INFORMATION:
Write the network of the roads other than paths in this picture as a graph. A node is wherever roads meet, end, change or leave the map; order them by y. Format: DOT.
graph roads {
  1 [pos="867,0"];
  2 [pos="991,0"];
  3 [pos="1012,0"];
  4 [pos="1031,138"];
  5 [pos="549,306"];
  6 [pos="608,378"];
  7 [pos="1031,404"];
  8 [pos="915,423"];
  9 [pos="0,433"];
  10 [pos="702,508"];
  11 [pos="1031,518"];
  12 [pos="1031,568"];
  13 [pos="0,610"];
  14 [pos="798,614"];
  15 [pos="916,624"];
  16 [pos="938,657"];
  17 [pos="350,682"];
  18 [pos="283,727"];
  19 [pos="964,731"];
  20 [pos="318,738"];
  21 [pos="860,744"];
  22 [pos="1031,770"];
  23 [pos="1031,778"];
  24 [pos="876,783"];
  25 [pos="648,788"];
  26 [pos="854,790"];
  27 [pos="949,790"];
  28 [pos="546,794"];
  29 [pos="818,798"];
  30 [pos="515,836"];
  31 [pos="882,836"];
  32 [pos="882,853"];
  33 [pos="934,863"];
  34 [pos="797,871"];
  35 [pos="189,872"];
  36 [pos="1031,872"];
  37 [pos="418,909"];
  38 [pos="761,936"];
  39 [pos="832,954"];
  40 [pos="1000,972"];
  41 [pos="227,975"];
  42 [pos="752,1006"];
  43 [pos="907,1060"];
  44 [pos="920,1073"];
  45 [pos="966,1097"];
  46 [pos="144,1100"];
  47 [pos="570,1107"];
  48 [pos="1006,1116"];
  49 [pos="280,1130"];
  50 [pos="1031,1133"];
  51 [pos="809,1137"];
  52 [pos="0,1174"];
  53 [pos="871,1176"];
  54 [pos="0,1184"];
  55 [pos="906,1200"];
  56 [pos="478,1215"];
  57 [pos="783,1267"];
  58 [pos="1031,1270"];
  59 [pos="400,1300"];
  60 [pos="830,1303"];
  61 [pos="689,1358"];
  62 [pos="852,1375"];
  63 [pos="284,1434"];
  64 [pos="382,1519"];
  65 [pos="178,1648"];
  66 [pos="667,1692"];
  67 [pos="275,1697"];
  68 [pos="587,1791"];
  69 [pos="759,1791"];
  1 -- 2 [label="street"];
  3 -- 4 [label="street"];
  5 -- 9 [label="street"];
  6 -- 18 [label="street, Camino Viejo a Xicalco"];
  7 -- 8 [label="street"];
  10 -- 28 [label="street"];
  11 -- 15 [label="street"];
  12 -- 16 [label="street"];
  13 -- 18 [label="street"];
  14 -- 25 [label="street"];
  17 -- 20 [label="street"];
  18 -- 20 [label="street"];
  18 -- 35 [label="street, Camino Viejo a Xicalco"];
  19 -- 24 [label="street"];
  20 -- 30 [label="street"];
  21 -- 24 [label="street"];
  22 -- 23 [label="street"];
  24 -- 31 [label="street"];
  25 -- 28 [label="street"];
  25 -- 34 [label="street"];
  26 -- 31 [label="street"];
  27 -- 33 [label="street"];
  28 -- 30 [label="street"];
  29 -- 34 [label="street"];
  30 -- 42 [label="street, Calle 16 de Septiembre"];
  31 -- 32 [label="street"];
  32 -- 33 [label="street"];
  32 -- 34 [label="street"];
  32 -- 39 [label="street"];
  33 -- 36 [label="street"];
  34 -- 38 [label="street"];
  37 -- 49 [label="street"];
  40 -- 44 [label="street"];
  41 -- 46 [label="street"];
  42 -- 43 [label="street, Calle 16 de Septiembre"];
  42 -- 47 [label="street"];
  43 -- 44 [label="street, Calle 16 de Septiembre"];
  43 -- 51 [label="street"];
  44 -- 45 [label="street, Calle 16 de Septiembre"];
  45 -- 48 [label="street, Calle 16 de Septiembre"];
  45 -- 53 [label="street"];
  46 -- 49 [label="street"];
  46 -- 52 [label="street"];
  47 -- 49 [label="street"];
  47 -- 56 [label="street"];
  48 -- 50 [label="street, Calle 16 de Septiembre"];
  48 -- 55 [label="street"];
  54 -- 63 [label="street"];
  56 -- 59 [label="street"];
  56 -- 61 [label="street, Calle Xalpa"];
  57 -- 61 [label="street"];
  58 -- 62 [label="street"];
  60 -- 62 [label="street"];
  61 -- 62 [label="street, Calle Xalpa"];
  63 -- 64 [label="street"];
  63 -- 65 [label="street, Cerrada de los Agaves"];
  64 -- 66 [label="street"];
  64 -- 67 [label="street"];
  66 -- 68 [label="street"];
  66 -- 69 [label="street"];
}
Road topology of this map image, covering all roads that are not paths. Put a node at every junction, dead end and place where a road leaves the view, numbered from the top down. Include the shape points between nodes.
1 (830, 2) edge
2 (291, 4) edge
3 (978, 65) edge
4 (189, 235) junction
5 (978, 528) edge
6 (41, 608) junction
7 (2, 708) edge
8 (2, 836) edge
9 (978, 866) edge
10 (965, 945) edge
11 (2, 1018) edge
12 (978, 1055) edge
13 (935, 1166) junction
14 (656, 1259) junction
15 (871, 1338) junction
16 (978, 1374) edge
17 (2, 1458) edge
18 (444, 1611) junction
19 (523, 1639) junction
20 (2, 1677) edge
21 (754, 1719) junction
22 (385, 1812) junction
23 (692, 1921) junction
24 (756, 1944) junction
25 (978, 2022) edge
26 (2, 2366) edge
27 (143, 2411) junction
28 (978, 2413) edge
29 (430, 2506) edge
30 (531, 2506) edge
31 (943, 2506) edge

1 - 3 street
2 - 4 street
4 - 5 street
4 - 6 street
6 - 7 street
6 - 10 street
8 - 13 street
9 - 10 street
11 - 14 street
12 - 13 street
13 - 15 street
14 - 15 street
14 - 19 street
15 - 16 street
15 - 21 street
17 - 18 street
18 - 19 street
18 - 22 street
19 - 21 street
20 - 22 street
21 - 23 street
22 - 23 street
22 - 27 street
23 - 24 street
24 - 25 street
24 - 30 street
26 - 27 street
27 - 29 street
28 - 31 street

REQUIRED ACTION: Here, the lines to copy run from the one containing "Road topology of" to the final line of the listing; copy them exactly and nothing else.

ANSWER BOX:
Road topology of this map image, covering all roads that are not paths. Put a node at every junction, dead end and place where a road leaves the view, numbered from the top down. Include the shape points between nodes.
1 (830, 2) edge
2 (291, 4) edge
3 (978, 65) edge
4 (189, 235) junction
5 (978, 528) edge
6 (41, 608) junction
7 (2, 708) edge
8 (2, 836) edge
9 (978, 866) edge
10 (965, 945) edge
11 (2, 1018) edge
12 (978, 1055) edge
13 (935, 1166) junction
14 (656, 1259) junction
15 (871, 1338) junction
16 (978, 1374) edge
17 (2, 1458) edge
18 (444, 1611) junction
19 (523, 1639) junction
20 (2, 1677) edge
21 (754, 1719) junction
22 (385, 1812) junction
23 (692, 1921) junction
24 (756, 1944) junction
25 (978, 2022) edge
26 (2, 2366) edge
27 (143, 2411) junction
28 (978, 2413) edge
29 (430, 2506) edge
30 (531, 2506) edge
31 (943, 2506) edge

1 - 3 street
2 - 4 street
4 - 5 street
4 - 6 street
6 - 7 street
6 - 10 street
8 - 13 street
9 - 10 street
11 - 14 street
12 - 13 street
13 - 15 street
14 - 15 street
14 - 19 street
15 - 16 street
15 - 21 street
17 - 18 street
18 - 19 street
18 - 22 street
19 - 21 street
20 - 22 street
21 - 23 street
22 - 23 street
22 - 27 street
23 - 24 street
24 - 25 street
24 - 30 street
26 - 27 street
27 - 29 street
28 - 31 street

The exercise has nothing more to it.